At the end of May 2007, this clever scheme enabled fourteen officials (one of whom has since died) to recover 315 million euros in shares, or 4.6% of Wendel’s share capital, and this, according to the prosecution, “in complete exemption from taxation”.

For the National Financial Prosecutor’s Office (PNF), the gains made were then artificially placed, through corporate intervention, under a “tax suspended” system, with the goal of deferring or even eventually avoiding payment. Taxes on big capital gains. An explanation opposed by the defendants, who during the investigations refuted any intent to defraud, ensuring the assembly respected the law and administrative jurisprudence at the time.
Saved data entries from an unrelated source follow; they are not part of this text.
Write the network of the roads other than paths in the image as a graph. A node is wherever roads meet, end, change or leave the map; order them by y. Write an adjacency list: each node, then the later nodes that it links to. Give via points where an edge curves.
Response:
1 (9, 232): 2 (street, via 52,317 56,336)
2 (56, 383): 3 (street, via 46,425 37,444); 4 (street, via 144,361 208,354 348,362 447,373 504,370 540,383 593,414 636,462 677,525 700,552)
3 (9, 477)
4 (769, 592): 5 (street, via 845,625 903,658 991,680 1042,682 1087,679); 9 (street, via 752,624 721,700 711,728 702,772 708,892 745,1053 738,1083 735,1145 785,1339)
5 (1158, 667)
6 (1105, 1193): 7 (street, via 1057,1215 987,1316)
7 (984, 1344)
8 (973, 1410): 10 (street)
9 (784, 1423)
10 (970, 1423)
Their lawyers, who did not want to speak before the trial, will demand their release. The trial is set to begin on Monday with a procedural battle over the legal issues raised by the defense.

Group founded in 1704

Simultaneously with a global reorganization, Operation Sulfur caused an uproar within Wendel, the former steel giant that became an investment company, still controlled by a family holding company with one thousand descendants of Jean Martin Wendel, the group’s founder in Lorraine in 1704.

In the months that followed, the difficulties of Saint-Gobain, in which Wendell invested, and especially the 2008 financial crisis, faltered the movement. Some executives considered themselves wronged, and took legal action, denouncing the eventual disastrous gathering.

In December 2010, just days before the tax law, everyone was notified of a major amendment: 240 million in total, fines included. In 2012, Percy brought to justice a series of criminal complaints for tax evasion, which led to a judicial investigation.

“Mozart Finance”

The investigations were based in particular on the exchange of emails about preparing the arrangement at the end of 2006 and the beginning of 2007, between Wendel directors, their teams of attorneys and JPMorgan Chase, in which the “tax risk” was carefully studied.

However, the US bank, which was initially put on trial in 2016 for complicity in tax evasion on the side of the defendants, will miss the court. In September, it agreed to pay a fine of €25 million via a court settlement to close the charges.

Jean-Bernard Lafonta, who had worked for Lazard Bank and BNP Bank, upon his arrival as group general manager in 2001 at the age of 40, as a “Mozart of Finance” finally submitted his resignation in 2009 in the wake of this. Case.

Defendants face up to five years in prison.

Sentenced for insider trading and dissemination of misinformation and then released on appeal, he must be tried from Monday on charges of tax evasion but also of complicity: principal beneficiary (€120m, before Mr. Celier, 79m), suspect after inciting executives to join to Sulfur.

During investigations, many of them claimed that they “had no other choice” but to accept the “parcel,” “turnkey,” after ascertaining “full legality and tax compliance.” While some have long been opposed to the tax reform, nearly all CEOs have finally agreed to a deal with the tax authorities.

A former tax attorney who was a member of the famous Debevoise & Plimpton, and who helped shape the fine lines of the arrangement, is also on trial for complicity in tax evasion. All bear a fine of 37,500 euros and five years in prison.

Leave a Comment

Your email address will not be published.